Big ups to 100%-no-history-of-pedophilia groups like the Catholic Church and the Boy Scouts for continuing to keep kids safe from the homos!
Rush Limbaugh thinks Batman villain Bane is a dig at Bain Capital. Apparently he’s the only fat, opinionated white guy NOT into comic books.
Turns out the cows who can’t spell “Eat More Chicken” correctly aren’t the most ignorant people working for Chick-Fil-A.
Every time The Dark Knight Rises drops 1% on Rotten Tomatoes, another fat guy with a pony tail falls past my window.
Kim Kardashian and Kanye West have the combined talent to make the music of Kanye West.
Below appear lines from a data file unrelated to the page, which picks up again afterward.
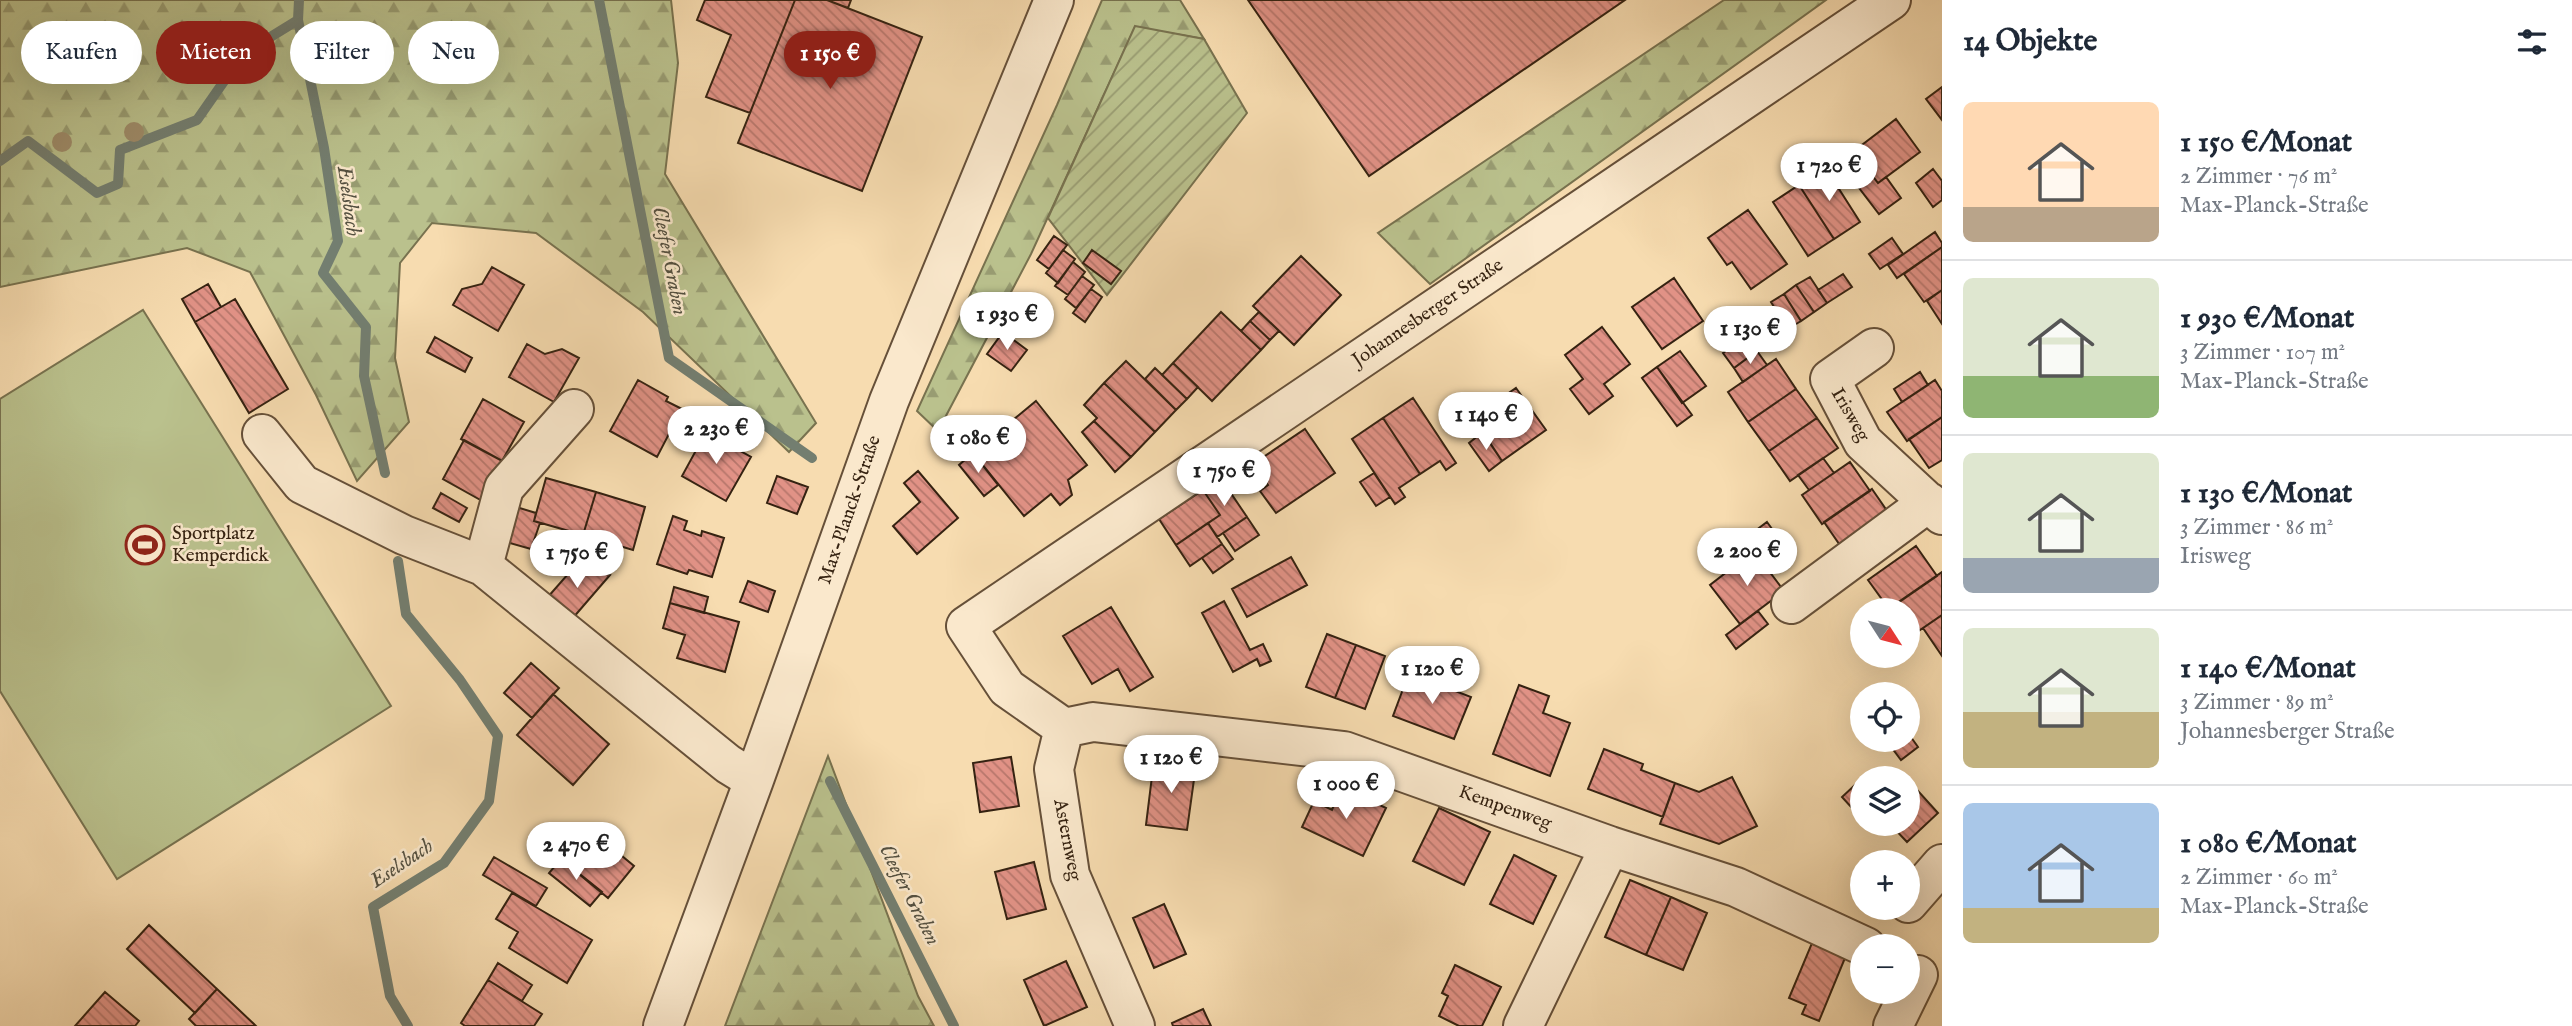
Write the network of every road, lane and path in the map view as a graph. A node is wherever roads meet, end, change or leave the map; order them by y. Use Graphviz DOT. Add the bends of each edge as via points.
graph roads {
  1 [pos="1054,0"];
  2 [pos="1891,0"];
  3 [pos="1874,348"];
  4 [pos="574,409"];
  5 [pos="262,434"];
  6 [pos="1936,509"];
  7 [pos="483,566"];
  8 [pos="1791,604"];
  9 [pos="1064,728"];
  10 [pos="754,780"];
  11 [pos="1610,846"];
  12 [pos="1942,864"];
  13 [pos="1920,889"];
  14 [pos="1850,940"];
  15 [pos="1923,977"];
  16 [pos="663,1026"];
  17 [pos="1135,1026"];
  18 [pos="1523,1026"];
  19 [pos="1893,1026"];
  1 -- 10 [label="street, Max-Planck-Straße" via="889,401"];
  2 -- 9 [label="street, Johannesberger Straße" via="965,626 1007,688"];
  3 -- 6 [label="street, Irisweg" via="1830,379 1863,442"];
  4 -- 7 [label="street" via="504,488"];
  5 -- 7 [label="street" via="302,484 404,535"];
  6 -- 8 [label="street"];
  7 -- 10 [label="street" via="728,764"];
  9 -- 11 [label="street, Kempenweg" via="1093,722 1344,751"];
  9 -- 17 [label="street, Asternweg" via="1054,769 1070,875"];
  10 -- 16 [label="street, Max-Planck-Straße"];
  11 -- 14 [label="street, Kempenweg" via="1735,887"];
  11 -- 18 [label="street"];
  12 -- 13 [label="street"];
  15 -- 19 [label="street"];
}
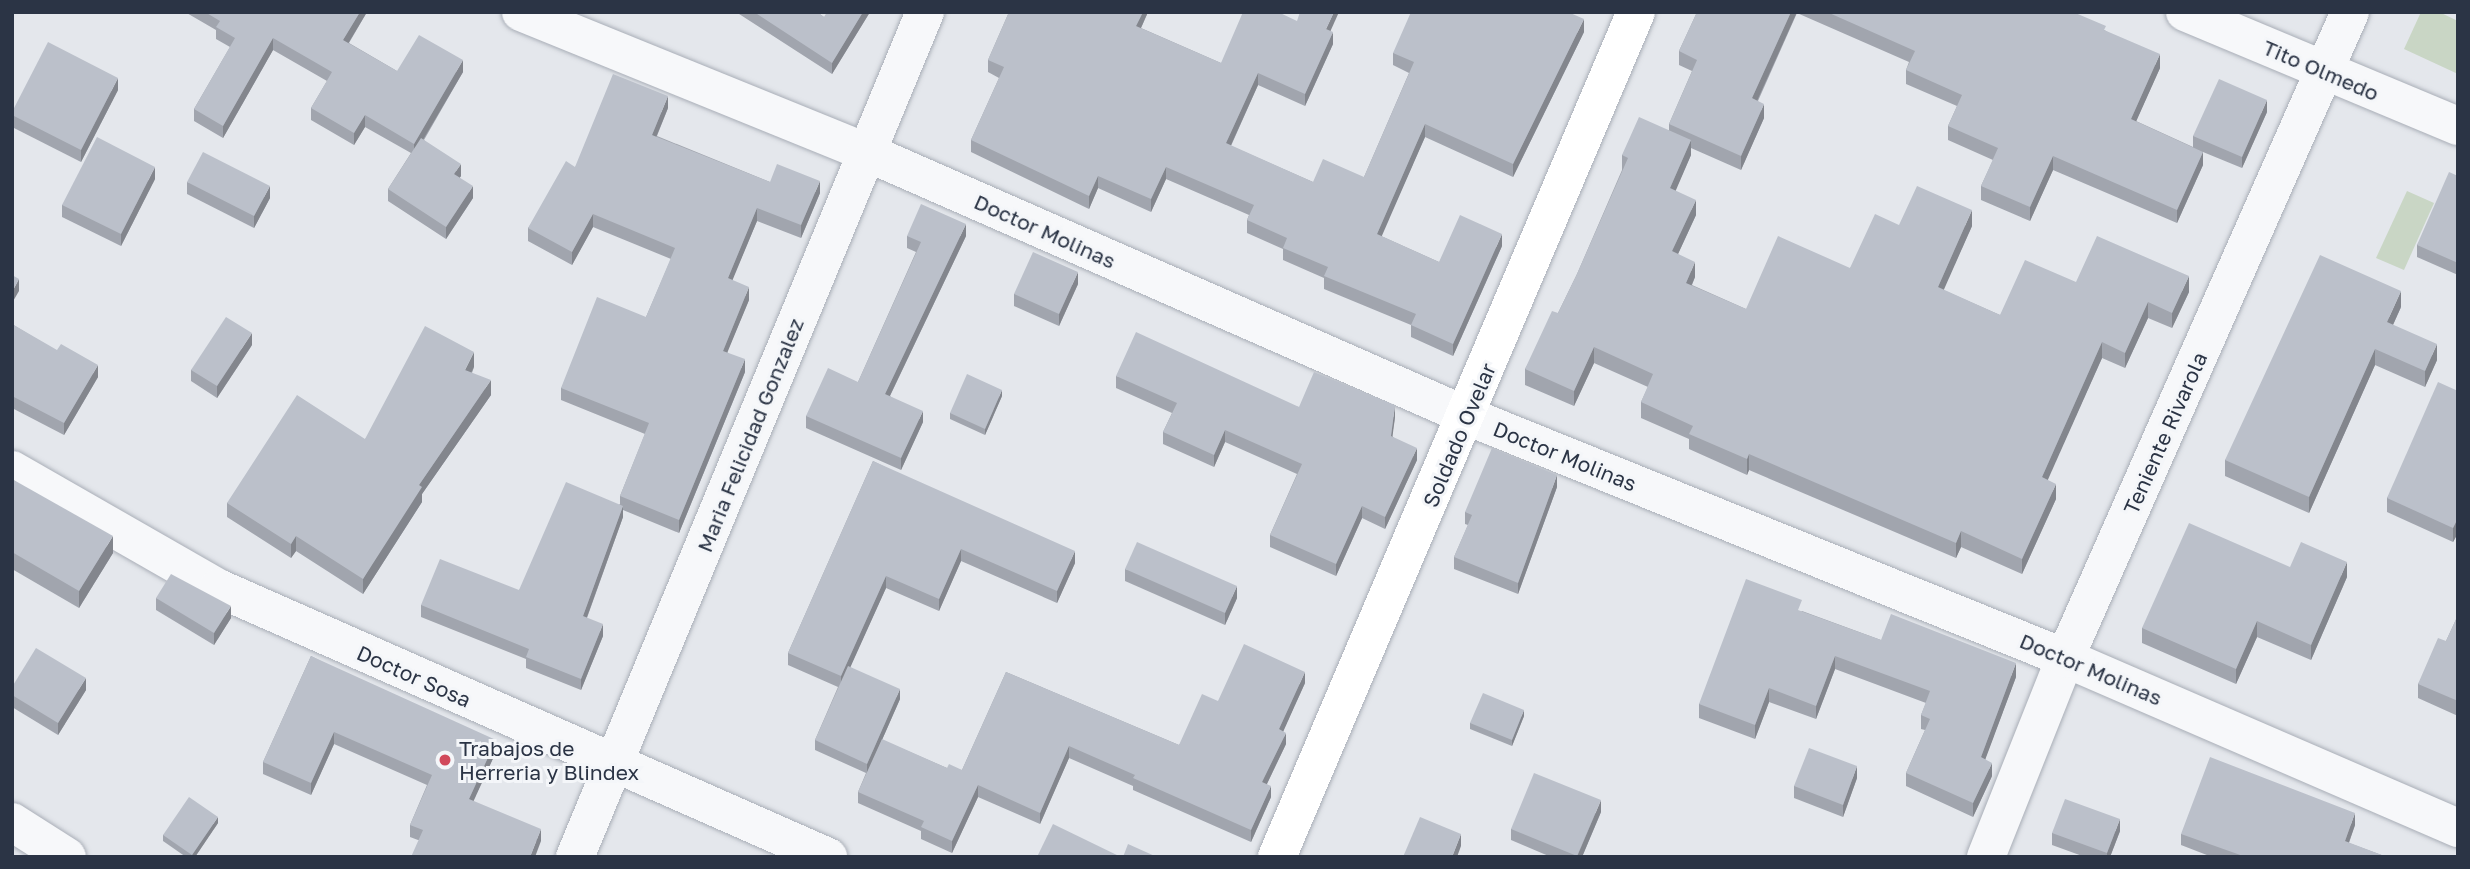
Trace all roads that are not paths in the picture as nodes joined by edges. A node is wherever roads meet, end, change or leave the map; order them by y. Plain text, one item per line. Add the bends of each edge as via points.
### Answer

Think how shitty our species will be if there’s a nuclear war and the only people who repopulate Earth are those weirdos who build bunkers.
I enjoy Breaking Bad even more when I pretend that the entire series is just a prequel to Malcolm in the Middle.
How about a moment of silence for the PalmPilot.
There was a week this year where you could’ve sold a shirt with Jeremy Lin’s picture above the words “KONY 2012” & made a million dollars.
If you use Bing while wearing the new google glasses, they shoot needles into your eyes.
Kind of ironic that the only music they play in Hell is Christian rock music.
I think Rush Limbaugh is onto something. How come there are never any pictures of President Obama & Batman together?